T, 2009). ERP adalah sistem perusahaan lintas fungsional yang mengintegrasikan dan
melakukan otomatisasi banyak internal perusahaan untuk mencapai efisiensi, kelincahan,
dan daya tanggap yang diperlukan untuk menjadi terdepan dalam lingkungan bisnis yang
dinamis (Erkan, T,2009). Software ERP biasanya terdiri dari berbagai modul yang
memberikan info akurat dari seluruh fungsi dalam perusahaan. Seperti proses penerimaan
order, pemrosesan order, produksi , penjualan, dan manajemen sumber daya.
Pengukuran Perbaikan menggunakan Mini Balance Scorecard
Analisis proses BPR digunakan untuk mengetahui apakah desain proses bisnis yang baru
telah tepat dan terdapat improvement yang signifikan dari proses bisnis dilakukan
sebelum BPR . Dalam melakukan analisis diperlukan pengurkuran. balance scorecard
adalah salah satu cara untuk mengukur kinerja perusahaan dengan skala yang berimbang.
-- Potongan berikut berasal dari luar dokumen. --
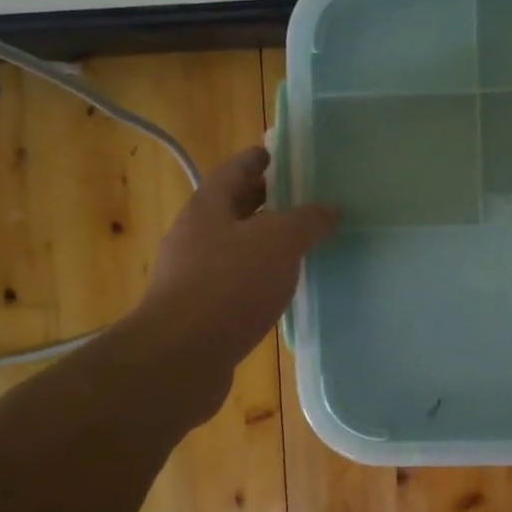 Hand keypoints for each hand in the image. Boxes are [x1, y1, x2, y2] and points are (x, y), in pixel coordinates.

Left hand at [122, 146, 336, 421]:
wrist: (180, 358)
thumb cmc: (229, 285)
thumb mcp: (278, 242)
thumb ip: (307, 221)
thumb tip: (331, 208)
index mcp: (208, 209)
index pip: (234, 172)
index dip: (256, 160)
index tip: (276, 153)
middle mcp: (196, 237)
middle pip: (233, 208)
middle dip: (263, 200)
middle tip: (300, 195)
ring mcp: (194, 276)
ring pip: (235, 246)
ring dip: (264, 241)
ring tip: (301, 241)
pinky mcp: (202, 311)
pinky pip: (237, 281)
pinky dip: (260, 275)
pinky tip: (283, 286) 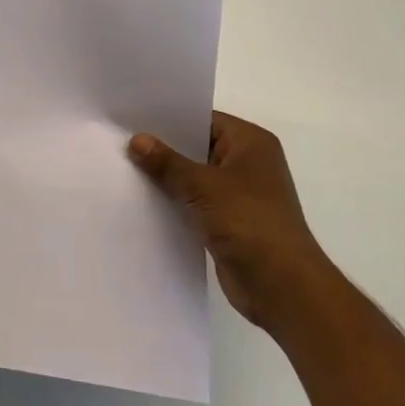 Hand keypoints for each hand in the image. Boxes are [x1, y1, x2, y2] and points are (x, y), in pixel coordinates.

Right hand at [129, 111, 335, 336]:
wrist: (282, 288)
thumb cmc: (248, 222)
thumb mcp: (202, 186)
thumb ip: (167, 162)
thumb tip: (137, 140)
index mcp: (250, 142)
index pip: (204, 119)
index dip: (169, 119)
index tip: (133, 117)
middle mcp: (248, 163)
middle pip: (198, 147)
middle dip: (164, 148)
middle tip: (122, 140)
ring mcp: (240, 194)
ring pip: (195, 177)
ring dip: (168, 178)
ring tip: (125, 168)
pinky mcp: (230, 222)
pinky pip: (196, 203)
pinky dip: (176, 202)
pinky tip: (144, 200) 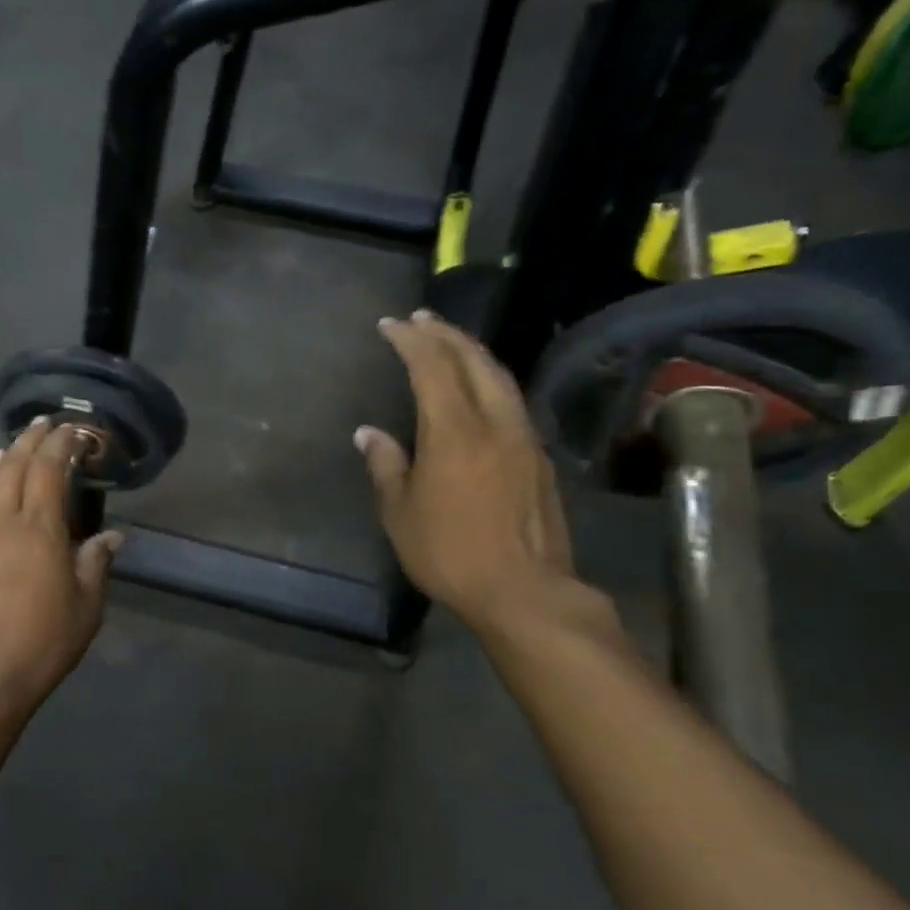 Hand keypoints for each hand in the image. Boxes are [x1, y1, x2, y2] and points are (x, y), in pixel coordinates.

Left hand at [0, 418, 122, 718]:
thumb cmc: (43, 641)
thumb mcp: (87, 605)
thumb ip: (96, 563)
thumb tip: (111, 537)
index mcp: (38, 528)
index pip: (49, 468)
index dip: (63, 444)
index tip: (76, 431)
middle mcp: (0, 522)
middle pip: (13, 466)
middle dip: (30, 440)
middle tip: (44, 424)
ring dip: (3, 461)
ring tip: (12, 449)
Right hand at [356, 311, 574, 626]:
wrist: (524, 590)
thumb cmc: (449, 552)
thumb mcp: (400, 513)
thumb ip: (386, 466)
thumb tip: (370, 434)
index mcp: (454, 431)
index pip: (432, 367)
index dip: (410, 340)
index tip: (391, 324)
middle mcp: (494, 422)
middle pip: (473, 360)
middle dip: (445, 334)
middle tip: (421, 319)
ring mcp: (523, 437)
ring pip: (500, 377)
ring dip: (472, 352)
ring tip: (450, 342)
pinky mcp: (539, 457)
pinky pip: (511, 400)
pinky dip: (490, 380)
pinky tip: (479, 388)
Menurut Yuwono, Sukarno, E& ichsan, M (2007) BSC merupakan sistem pengukuran
kinerja manajemen yang dipakai untuk mengukur dan mengendalikan performa bisnis.
Pengukuran kinerja manajemen teridir dari emapt perspektif yaitu perspektif keuangan,
perspektif pelanggan, perspektif proses bisnis , perspektif pembelajaran dan pertumbuhan.
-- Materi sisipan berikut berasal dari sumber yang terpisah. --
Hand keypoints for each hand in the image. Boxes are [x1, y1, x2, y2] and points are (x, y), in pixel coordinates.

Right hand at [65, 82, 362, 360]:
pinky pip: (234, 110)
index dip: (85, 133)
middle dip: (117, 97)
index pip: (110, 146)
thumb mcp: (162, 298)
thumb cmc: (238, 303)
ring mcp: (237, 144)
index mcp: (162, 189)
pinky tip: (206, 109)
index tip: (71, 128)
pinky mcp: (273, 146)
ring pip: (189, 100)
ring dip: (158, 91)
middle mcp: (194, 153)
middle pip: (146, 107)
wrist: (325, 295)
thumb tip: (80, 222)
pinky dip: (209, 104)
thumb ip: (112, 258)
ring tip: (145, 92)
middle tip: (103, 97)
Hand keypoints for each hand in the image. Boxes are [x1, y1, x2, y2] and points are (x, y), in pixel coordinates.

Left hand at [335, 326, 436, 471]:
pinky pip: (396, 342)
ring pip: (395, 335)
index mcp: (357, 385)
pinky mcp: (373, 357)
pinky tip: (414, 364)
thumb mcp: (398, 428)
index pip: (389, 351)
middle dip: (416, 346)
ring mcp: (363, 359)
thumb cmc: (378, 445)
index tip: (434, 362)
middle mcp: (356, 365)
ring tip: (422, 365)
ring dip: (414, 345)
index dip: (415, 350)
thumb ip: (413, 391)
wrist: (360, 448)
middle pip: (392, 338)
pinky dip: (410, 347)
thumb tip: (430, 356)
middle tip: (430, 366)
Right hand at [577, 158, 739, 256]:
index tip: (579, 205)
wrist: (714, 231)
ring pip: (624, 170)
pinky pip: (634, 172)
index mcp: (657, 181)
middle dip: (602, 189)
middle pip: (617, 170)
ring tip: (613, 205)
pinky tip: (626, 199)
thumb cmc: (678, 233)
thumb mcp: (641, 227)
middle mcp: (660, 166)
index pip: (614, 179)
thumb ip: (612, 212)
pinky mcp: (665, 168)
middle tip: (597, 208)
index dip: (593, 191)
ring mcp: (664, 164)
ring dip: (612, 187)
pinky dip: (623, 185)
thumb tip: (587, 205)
Keempat perspektif ini dijabarkan secara singkat :
1. Perspektif Keuangan
Perspektif keuangan memiliki dua tema strategis yang relevan terhadap penelitian
dengan objek yang diteliti.
a. Pertumbuhan Pendapatan misalnya : persentase pendapatan dari aplikasi baru,
persentase pendapatan dari pelanggan dan segmen pasar baru, serta
profitabilitas produk atau pelanggan.
b. Penurunan Biaya
Penurunan biaya per unit produk, per pelanggan atau per jalur distribusi adalah
contoh tujuan penurunan biaya. Ukuran yang tepat sudah jelas, yaitu biaya per
unit dari obyek biaya tertentu. Tren dalam ukuran ini akan menyatakan apakah
biaya telah berkurang atau tidak. Untuk tujuan ini, keakuratan pembebanan
biaya berperan penting. Perhitungan biaya berdadarkan aktivitas dapat
memainkan peranan pengukuran yang penting, khususnya biaya penjualan dan
administrasi, biaya yang biasanya tidak dibebankan pada obyek biaya seperti
pelanggan dan jalur distribusi.
2. Perspektif Pelanggan memiliki tujuan utama, yaitu : peningkatan pangsa pasar,
peningkatan retensi pelanggan, peningkatan pelanggan baru, peningkatan kepuasan
pelanggan dan peningkatan profitabilitas pelanggan.
3. Perspektif Internal adalah sarana menciptakan nilai dari manajemen. Perbaikan proses
operasional untuk meningkatkan kualitas proses, meningkatkan efisiensi proses, dan
menurunkan waktu proses menjadi tolak ukur utama dari penelitian ini.